Ces souvenirs de scènes, ces moments passés dans le cocon des salles de théâtre à se laisser emporter par les voix et les musiques, ont l’éclat irréel de rêves éveillés, l’intensité des plus lointains voyages et, au fond, c’est aussi en eux qu’est restée préservée, comme la peinture des grottes sous la calcite, la part encore vive de notre mémoire…

Voilà. Cette fois, on est à l’heure. On a salué l’artiste qui devisait tranquillement devant le Train-Théâtre avec une amie d’enfance. Les rumeurs de hall de gare maintenant remplacent celles de la salle, qui s’est éteinte. On se laisse un court instant aller à cette nuit de l’avant-spectacle, puis le rideau s’ouvre sur un ciel d’aube ou de crépuscule dans lequel l’horloge détraquée fait une belle lune. Assis de dos sur une malle l’homme attend. Montent la musique et la voix de son attente, de notre attente – voix grave, profonde, chaude, familière, immensément chère et touchante.

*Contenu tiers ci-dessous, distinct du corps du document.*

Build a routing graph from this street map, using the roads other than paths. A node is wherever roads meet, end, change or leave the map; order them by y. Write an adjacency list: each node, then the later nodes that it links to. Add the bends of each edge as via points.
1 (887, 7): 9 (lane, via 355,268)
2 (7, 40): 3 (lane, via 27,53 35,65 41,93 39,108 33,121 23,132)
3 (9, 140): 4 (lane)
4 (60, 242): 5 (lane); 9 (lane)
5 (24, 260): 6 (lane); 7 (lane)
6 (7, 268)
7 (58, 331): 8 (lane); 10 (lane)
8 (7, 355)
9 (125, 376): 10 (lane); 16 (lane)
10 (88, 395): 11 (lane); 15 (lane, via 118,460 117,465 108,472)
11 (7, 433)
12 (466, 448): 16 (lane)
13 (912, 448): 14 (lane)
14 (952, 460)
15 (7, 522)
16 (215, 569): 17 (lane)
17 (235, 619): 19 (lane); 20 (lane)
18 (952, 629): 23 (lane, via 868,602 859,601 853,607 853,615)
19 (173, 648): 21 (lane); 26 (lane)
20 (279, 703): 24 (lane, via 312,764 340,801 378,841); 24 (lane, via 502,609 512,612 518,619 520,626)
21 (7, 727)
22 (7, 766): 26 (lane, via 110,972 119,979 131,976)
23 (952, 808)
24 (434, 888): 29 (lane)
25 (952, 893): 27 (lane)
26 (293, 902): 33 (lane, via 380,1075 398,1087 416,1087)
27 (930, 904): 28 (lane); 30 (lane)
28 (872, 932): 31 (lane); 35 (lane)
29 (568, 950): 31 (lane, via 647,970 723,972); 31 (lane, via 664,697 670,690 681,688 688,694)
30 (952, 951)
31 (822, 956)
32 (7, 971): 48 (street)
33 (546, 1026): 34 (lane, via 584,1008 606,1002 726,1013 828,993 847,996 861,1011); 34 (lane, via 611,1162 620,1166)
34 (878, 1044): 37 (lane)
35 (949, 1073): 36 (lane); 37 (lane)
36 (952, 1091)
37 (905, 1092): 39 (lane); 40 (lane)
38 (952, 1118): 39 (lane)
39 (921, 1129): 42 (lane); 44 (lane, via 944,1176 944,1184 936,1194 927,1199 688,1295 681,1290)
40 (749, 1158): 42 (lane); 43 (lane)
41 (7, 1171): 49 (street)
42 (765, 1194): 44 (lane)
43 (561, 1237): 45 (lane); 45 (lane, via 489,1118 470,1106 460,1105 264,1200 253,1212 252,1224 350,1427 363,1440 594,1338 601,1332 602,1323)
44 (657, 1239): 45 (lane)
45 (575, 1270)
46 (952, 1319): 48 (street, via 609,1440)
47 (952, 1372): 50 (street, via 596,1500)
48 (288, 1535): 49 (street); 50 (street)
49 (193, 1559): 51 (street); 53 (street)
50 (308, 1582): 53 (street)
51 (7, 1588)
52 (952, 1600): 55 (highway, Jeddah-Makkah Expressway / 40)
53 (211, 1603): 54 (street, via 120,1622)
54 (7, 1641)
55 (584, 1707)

« On vide un café, on en touille un autre. Le temps passe de cafetière en cafetière… »

Justesse absolue de cette voix intérieure qui se déploie peu à peu, de ce piano lancinant, de cette guitare qui pince au cœur, de cette image de l’homme assis sous l’horloge. Déjà on ne sait plus très bien qui l’on est, anonyme dans la foule anonyme des spectateurs, anonyme comme l’est ce quidam attablé au Café des Tilleuls, et qui devient tilleul lui-même…

« Je n’aurai pas vu crever les secondes

Je serai tilleul sous la Montparnasse

Souriant de voir blotties sous mon ombre

Mes feuilles chutant au fond de ta tasse… »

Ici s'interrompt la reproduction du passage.